Point/Counterpoint: On the Question of US Aid, Who Gains the Most?
On the question of US aid to Egypt, who stands to gain the most - the United States or Egypt? Tarek Radwan, associate director at the Rafik Hariri Center for the Middle East, and Mahmoud Salem, an Egyptian blogger and activist, share their points of view.
The United States should cut foreign military financing (FMF) to Egypt. Will it upset the military? Will it damage, however temporarily, the US-Egyptian military-military relationship? Will it upend defense contracts signed between the US defense industry and the Egyptian army? Will it threaten strategic interests such as over flight rights and shipping lane preference through the Suez Canal? The answer to all of the above, unfortunately, is yes. It is a tiredly revisited argument that comes round and round, inevitably resulting in either minor disruption or simply a continuation of FMF. But the question of long term interests is never within in the time horizon of political decision making regarding this issue.
Let’s review: First, the assistance to the Egyptian military, based on 1979 peace treaty with Israel (though not explicitly included in the text of the treaty), is built on an over forty-year-old premise that is simply outdated. There are no traditional geostrategic threats to Egypt or Israel. The security threats that do exist entail asymmetrical warfare with militant groups and marginalized populations, and both remain largely within their respective borders. The solution to these security problems will not be answered by tanks and fighter jets. Security cooperation between Israeli and Egyptian forces will remain adequate, aid or not.
Second, the degree to which military financing is entrenched, limits any major shifts in aid policy in response to Egyptian political maneuvering. The need for a restructured FMF program will take years to reformulate, but in light of Morsi’s ouster by the Egyptian military, cutting aid remains the best opportunity to hold the military to account for a speedy return to civilian rule. It also gives the United States more time to devise a plan for a package that actually addresses mutual security interests.
Third, the United States is in desperate need to review its own economic output. Instead of focusing so much on the defense industry, it may behoove the administration to review its own economic future as other sectors of its economy, infrastructure, and education struggle, stagnate, or stall. It will not be easy, as this particular industry has managed to insert itself into every corner of the United States—politically via geographically dispersed locations, and economically via support for employment figures.
Fourth, it’s US law. The Foreign Assistance Act mandates that the US cut aid to any country “whose duly elected head of government is deposed by military coup or decree.”
The repercussions of this argument are not insignificant, but suspending FMF need not be an on-off switch. Aid restructuring can take many forms and its new shape should preserve the Egyptian military’s relationship with the United States. It requires a quantitative analysis of the economic cost weighed against the potential benefit of a long term investment in policy mobility in Egypt, an assertive diplomatic stance globally, and a chance to rework the system to the people’s mutual benefit—whether American or Egyptian. Some factors will be hard to quantify, but must nonetheless remain part of the equation in any cost-benefit analysis. Freedom and democracy, after all, are priceless.

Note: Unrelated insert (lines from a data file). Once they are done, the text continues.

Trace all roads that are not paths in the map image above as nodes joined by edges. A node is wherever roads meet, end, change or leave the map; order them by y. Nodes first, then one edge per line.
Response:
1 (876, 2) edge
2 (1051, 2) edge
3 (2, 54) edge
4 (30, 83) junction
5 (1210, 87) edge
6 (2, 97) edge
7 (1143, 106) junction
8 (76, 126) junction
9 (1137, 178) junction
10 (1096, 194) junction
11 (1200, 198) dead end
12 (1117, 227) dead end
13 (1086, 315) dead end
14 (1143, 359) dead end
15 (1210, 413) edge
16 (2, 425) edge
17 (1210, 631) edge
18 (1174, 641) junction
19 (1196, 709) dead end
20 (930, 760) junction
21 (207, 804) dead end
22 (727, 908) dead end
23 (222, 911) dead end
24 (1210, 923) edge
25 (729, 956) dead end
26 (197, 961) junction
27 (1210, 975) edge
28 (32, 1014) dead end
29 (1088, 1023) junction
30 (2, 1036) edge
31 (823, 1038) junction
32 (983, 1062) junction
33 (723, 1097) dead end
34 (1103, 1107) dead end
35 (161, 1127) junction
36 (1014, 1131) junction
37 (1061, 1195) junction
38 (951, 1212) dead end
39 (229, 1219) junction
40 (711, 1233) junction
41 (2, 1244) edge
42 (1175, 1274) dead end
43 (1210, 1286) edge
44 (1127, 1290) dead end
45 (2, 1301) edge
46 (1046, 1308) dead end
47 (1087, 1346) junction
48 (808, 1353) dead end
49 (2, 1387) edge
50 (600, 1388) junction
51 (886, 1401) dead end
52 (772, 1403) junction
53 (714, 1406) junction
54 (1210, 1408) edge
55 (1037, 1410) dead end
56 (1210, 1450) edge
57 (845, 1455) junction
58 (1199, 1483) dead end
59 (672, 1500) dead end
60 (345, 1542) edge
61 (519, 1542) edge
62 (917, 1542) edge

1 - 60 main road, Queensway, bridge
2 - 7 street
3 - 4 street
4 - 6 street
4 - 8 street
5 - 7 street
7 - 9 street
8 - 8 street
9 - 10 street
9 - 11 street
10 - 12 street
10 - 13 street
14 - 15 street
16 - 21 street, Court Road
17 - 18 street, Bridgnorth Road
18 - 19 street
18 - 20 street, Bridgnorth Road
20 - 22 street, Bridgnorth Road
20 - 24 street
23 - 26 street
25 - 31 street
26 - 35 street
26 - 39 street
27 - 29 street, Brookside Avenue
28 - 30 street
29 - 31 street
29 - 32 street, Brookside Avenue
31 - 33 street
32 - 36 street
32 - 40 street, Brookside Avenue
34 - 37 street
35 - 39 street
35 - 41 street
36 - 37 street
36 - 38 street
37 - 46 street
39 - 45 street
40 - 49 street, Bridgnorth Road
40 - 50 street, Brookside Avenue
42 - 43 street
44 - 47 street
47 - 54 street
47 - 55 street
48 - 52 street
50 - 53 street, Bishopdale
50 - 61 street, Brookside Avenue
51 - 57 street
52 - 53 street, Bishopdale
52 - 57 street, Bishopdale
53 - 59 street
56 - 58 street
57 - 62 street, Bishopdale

The debate in Washington over whether or not to suspend US military aid to Egypt, while fodder for policy debates and discussions across the aisle, is a waste of time. Despite what US law may say on the matter, the reality of US-Egypt military relations and US interests in the region make suspending aid implausible, or even impossible. In reality, the rhetoric of whether or not to cut aid, will achieve only one thing: it will add to the significant, and unprecedented, anti-US sentiment in Egypt. This will in turn empower the influence of ultra-nationalistic voices who are calling for Egypt to reject US aid for the sake of sovereignty and national dignity. Both sides, however, seem unaware that cutting US aid to Egypt would largely be in the best interest of both the Egyptian government and its military, and not so much in the interest of the US, whether in the short or long term. The United States will not even benefit in terms of aid restructuring, which is the only silver lining policy-makers pushing for the suspension of aid have had to offer.
While the public bemoans the amount of aid given Egypt over the years, the $1.3 billion has largely benefited both US corporations and US strategic interests in the region; namely maintaining regional stability (i.e. peace with Israel); maintaining the strategic partnership with the Egyptian military; and ensuring the continued preferential treatment US ships—both military and commercial—receive at the Suez Canal. Suspending aid would not only deny the United States these benefits, it would also allow the Egyptian government to offer them to the highest bidder. There are other superpowers who are all too willing to pay a lot more to replace the United States, and many who would not be as concerned with regional stability.
On top of all of this, if the United States wishes to resume aid relationships after a new Egyptian president is elected, it would then have to renegotiate an aid package, at a time when $1.3 billion is no longer as impressive as it was in 1978. The Gulf countries (Kuwait, Saudi, and the United Arab Emirates) gave Egypt $15 billion in aid in one day last week. Advocates of cutting United States aid should consider how much bigger Egypt’s aid package would be if such a renegotiation were to take place. The United States will have very little to gain from this, unlike Egypt, which is why, as an Egyptian, I will gladly join the US voices calling for the suspension of aid. Please do it, we dare you, and see where it gets you.